◆ **Task description**
Search the listing for "linejoin" and copy every line where it appears.

◆ **Study material**
★ ★ ★ ★ ★
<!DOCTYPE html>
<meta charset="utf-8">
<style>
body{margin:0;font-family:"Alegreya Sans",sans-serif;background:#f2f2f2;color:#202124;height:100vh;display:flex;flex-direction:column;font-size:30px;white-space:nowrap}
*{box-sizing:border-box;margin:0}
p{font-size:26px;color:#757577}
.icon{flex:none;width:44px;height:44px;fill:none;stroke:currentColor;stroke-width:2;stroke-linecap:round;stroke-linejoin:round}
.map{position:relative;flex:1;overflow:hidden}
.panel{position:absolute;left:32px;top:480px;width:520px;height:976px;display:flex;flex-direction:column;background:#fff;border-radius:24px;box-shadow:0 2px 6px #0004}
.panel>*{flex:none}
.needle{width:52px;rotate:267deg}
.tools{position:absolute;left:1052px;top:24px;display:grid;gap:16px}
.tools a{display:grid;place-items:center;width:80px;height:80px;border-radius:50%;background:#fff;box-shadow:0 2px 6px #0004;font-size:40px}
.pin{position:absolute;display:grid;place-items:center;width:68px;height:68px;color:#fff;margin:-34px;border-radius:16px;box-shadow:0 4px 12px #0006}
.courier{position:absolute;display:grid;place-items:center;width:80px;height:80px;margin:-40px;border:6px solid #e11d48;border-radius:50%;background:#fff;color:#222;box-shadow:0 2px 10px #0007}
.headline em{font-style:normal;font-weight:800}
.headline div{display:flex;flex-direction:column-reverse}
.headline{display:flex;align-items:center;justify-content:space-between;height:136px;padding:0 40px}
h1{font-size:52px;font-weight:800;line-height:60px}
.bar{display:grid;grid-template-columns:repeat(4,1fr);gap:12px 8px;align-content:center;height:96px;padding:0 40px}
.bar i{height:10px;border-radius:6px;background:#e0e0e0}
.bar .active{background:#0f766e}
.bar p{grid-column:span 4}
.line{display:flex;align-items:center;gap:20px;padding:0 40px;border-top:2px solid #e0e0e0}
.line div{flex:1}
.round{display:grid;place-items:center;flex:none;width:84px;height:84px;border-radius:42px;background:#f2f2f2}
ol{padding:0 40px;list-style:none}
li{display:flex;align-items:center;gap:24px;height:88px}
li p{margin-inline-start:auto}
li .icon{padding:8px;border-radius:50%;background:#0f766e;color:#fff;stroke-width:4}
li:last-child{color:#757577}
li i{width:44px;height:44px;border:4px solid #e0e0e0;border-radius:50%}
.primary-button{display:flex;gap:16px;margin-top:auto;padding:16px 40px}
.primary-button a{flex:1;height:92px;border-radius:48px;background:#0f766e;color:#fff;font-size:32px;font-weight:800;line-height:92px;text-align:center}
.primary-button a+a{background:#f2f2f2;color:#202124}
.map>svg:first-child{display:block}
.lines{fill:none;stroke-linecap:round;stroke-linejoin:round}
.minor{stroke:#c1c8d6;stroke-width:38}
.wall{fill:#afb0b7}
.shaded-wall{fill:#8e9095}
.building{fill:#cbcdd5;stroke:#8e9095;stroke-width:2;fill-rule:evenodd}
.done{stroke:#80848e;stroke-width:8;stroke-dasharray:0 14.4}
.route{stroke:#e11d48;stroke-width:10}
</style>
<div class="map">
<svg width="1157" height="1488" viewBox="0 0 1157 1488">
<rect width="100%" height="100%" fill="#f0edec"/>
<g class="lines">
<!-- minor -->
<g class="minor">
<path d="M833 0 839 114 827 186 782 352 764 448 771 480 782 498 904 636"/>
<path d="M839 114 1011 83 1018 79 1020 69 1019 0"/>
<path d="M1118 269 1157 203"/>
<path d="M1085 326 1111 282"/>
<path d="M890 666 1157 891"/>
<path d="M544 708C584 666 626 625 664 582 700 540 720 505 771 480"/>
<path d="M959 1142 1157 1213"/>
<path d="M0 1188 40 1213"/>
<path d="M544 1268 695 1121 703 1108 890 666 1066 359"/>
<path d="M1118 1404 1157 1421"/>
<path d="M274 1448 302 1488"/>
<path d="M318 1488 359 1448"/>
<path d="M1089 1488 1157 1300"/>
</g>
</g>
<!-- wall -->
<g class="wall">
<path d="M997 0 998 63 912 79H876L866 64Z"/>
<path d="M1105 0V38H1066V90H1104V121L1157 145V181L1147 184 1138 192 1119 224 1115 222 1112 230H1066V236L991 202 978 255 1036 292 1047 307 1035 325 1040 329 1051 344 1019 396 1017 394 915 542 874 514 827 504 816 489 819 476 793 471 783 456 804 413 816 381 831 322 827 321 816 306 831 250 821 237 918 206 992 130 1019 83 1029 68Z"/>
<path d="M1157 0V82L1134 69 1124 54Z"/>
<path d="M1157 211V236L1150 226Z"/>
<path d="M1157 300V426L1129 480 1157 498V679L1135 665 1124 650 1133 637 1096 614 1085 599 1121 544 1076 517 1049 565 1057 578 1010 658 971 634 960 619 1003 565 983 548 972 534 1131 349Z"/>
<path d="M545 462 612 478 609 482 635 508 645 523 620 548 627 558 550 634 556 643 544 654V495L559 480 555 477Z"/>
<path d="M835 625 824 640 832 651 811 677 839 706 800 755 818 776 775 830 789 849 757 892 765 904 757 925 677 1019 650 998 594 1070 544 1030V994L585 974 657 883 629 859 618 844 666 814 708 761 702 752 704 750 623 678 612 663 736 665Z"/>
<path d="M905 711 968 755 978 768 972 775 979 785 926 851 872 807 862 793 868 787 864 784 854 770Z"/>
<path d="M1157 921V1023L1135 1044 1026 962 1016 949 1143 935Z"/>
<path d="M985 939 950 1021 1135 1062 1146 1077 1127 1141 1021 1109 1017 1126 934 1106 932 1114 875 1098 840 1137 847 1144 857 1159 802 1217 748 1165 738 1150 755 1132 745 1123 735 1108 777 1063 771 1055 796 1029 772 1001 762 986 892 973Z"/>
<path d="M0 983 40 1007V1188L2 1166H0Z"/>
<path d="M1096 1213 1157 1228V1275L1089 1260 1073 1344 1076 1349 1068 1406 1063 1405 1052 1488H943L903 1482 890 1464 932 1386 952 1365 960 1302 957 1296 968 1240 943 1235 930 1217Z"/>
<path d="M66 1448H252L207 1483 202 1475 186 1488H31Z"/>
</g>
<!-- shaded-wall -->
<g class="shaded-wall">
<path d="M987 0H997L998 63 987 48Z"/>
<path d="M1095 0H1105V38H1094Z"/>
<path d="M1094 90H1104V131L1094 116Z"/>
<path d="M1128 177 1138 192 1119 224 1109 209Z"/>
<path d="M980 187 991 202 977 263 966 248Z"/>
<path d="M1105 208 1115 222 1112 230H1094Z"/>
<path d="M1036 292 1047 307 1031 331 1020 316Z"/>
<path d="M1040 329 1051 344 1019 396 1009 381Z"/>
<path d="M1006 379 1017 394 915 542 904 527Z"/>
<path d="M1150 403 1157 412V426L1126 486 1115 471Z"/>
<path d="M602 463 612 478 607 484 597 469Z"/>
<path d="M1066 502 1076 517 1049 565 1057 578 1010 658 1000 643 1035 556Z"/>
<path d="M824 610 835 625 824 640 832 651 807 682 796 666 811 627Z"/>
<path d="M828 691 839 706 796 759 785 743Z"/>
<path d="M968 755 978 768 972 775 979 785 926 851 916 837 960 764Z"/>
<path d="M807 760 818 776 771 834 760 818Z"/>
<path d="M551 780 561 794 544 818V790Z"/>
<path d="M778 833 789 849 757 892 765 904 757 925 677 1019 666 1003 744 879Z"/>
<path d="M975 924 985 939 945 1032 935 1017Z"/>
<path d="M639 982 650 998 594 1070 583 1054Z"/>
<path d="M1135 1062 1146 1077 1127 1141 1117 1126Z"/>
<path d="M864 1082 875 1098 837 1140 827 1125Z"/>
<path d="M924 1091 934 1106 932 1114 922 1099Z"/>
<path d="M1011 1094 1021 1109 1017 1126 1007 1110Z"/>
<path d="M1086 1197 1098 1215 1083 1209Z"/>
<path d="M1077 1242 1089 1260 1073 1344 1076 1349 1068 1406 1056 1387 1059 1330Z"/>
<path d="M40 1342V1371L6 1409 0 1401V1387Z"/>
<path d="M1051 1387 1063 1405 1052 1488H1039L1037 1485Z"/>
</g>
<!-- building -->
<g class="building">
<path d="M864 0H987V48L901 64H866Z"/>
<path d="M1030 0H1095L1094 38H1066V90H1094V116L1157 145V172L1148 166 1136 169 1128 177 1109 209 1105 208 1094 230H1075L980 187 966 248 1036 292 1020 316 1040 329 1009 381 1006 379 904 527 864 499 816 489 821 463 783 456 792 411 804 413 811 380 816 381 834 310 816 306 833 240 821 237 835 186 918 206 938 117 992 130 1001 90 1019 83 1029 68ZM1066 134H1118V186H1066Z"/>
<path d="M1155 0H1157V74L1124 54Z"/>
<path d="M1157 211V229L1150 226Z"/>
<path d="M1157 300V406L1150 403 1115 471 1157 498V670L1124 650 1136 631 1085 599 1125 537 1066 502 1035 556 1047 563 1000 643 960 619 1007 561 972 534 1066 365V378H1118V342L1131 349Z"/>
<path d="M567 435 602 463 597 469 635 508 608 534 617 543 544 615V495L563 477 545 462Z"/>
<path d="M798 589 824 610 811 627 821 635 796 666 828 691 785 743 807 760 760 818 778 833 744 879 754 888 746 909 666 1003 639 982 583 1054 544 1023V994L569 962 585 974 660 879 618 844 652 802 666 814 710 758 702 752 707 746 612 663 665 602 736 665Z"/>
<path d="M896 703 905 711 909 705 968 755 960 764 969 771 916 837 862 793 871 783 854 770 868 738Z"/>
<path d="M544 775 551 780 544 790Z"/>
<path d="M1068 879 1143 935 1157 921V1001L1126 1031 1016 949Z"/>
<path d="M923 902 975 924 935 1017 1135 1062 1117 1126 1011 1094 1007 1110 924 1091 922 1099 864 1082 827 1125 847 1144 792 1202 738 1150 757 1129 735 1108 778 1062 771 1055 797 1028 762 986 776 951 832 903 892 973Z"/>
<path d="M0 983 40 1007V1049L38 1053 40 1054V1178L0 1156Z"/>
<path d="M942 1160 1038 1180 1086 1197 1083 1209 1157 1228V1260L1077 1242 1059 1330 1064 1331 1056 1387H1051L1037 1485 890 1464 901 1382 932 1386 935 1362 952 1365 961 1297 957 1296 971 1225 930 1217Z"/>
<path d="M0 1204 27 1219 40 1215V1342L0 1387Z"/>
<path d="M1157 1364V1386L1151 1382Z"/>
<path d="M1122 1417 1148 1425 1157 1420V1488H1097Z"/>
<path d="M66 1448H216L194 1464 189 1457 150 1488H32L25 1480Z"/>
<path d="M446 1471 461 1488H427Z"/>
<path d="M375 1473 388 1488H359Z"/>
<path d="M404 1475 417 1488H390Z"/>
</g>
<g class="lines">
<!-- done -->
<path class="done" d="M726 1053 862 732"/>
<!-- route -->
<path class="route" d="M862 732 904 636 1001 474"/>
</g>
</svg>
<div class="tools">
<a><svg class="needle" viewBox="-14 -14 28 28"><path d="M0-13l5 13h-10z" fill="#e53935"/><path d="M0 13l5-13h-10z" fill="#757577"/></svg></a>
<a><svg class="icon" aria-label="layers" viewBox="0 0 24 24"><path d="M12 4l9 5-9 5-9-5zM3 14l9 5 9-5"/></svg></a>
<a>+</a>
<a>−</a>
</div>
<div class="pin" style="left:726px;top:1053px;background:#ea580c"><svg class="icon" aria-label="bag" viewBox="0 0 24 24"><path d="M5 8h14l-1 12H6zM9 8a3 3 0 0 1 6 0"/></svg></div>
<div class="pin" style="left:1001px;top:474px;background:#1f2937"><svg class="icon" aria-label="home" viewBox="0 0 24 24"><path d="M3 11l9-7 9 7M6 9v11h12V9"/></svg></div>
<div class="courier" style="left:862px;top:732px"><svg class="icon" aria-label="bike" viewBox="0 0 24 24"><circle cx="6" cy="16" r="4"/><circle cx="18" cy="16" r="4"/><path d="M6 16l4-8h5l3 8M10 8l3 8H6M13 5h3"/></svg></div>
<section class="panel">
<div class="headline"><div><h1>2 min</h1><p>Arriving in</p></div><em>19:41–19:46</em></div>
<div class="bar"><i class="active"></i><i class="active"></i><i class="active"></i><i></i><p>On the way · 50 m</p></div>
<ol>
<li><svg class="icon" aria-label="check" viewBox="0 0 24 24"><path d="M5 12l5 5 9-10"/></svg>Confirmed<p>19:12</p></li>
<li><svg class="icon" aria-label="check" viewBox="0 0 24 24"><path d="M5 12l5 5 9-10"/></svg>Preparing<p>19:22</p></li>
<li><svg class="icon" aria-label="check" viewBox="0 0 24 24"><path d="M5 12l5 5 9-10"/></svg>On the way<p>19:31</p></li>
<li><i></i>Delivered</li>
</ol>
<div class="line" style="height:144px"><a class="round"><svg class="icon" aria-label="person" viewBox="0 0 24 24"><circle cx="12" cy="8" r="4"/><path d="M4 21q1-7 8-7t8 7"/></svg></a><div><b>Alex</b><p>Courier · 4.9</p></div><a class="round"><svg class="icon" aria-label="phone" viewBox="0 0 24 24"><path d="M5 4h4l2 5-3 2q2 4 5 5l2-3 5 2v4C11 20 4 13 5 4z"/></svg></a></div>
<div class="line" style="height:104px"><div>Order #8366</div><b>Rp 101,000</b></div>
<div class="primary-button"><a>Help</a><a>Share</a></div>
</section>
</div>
★ ★ ★ ★ ★
◆ **Solution below**
.icon{flex:none;width:44px;height:44px;fill:none;stroke:currentColor;stroke-width:2;stroke-linecap:round;stroke-linejoin:round}
.lines{fill:none;stroke-linecap:round;stroke-linejoin:round}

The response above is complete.